In all that time he had not mourned, as he mourned to-night, the loss of the twin-sister who had been as his second and better self. He had not realised till he sat alone in the place, where as a boy he had never known solitude, how utterly flat and undesirable was the future that stretched out like a trackless desert at his feet.
And in that moment he would have cast away the whole bulk of his great possessions for one precious day of youth out of the many that had fled away for ever.

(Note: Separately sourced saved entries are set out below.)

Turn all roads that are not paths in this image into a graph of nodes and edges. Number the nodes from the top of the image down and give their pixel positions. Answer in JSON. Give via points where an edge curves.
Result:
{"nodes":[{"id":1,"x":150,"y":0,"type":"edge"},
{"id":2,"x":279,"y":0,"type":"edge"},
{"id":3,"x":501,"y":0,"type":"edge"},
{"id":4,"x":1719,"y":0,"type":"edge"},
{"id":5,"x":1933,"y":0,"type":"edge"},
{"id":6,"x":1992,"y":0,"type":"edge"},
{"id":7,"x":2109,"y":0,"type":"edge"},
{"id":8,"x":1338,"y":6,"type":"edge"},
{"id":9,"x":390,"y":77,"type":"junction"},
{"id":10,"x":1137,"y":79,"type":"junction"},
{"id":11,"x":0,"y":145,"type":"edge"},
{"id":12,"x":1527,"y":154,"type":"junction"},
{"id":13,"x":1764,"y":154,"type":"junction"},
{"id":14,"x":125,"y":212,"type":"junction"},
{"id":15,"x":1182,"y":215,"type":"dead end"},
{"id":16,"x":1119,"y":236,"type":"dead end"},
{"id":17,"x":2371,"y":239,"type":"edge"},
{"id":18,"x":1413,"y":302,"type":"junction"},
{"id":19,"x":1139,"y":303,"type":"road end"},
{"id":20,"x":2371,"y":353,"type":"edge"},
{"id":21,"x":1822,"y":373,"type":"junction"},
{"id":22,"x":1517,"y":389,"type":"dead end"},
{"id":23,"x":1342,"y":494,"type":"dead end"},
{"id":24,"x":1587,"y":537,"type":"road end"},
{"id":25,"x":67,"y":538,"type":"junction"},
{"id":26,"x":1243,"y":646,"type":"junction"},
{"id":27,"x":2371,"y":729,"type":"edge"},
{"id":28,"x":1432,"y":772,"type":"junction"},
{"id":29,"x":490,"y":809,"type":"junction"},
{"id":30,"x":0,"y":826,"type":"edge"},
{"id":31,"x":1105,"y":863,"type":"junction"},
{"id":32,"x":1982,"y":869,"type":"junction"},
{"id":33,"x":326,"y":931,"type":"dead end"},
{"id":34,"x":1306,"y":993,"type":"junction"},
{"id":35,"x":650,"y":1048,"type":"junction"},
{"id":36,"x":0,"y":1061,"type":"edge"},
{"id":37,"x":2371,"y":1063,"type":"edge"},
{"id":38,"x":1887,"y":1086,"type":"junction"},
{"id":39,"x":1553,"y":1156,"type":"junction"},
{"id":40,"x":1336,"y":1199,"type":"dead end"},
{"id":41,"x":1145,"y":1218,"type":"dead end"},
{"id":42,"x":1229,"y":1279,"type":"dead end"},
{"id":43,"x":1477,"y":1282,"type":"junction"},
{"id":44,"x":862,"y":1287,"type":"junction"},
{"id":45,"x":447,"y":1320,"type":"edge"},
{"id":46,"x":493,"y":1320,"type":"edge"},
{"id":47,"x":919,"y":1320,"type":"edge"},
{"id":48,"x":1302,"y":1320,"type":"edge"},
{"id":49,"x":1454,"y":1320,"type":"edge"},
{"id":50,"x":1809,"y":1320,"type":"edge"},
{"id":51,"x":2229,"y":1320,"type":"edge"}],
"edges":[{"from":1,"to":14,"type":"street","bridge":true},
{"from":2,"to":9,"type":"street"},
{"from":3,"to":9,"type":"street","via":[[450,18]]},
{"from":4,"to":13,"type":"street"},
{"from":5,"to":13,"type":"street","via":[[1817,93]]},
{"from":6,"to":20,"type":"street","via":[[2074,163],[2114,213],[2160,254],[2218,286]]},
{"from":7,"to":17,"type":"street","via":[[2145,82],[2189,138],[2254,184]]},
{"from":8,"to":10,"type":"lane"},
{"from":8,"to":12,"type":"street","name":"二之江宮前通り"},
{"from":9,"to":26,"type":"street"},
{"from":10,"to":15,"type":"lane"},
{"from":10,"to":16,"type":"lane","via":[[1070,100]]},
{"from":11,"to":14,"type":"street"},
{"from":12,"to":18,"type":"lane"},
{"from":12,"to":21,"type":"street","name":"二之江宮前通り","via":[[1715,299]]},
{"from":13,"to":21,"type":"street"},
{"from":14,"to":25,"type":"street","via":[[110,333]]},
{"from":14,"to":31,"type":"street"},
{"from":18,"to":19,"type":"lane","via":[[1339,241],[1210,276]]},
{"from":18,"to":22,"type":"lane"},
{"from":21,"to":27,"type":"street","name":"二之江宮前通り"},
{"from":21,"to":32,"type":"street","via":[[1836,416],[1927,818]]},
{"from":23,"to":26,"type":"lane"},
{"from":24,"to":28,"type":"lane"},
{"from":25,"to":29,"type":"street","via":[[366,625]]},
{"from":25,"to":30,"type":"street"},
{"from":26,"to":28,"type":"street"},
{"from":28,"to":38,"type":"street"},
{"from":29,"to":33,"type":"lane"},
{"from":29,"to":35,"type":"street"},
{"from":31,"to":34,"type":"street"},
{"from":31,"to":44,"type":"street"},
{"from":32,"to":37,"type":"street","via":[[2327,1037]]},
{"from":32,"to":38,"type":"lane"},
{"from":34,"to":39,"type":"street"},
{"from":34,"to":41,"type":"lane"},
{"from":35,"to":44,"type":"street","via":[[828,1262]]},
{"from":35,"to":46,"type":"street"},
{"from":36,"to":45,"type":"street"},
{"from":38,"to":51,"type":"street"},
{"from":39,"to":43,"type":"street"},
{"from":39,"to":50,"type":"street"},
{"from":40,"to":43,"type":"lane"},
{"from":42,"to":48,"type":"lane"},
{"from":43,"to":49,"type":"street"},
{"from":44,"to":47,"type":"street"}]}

A woman’s laugh, high, inconsequent, rang through the great coffee-room, and all but one looked towards the corner whence it proceeded. An American voice began at once to explain the joke with considerable volubility.
Bernard Merefleet rose from his chair with a frowning countenance and made his way down to the old stone quay below the hotel.
The air was keen and salt. He paused on the well-worn stone wall and turned his face to the spray. A hundred memories were at work in his brain, and the relief of solitude was unspeakable. It was horribly lonely, but he hugged his loneliness. That laughing voice in the hotel coffee-room had driven him forth to seek it. No mental or physical discomfort would have induced him to return.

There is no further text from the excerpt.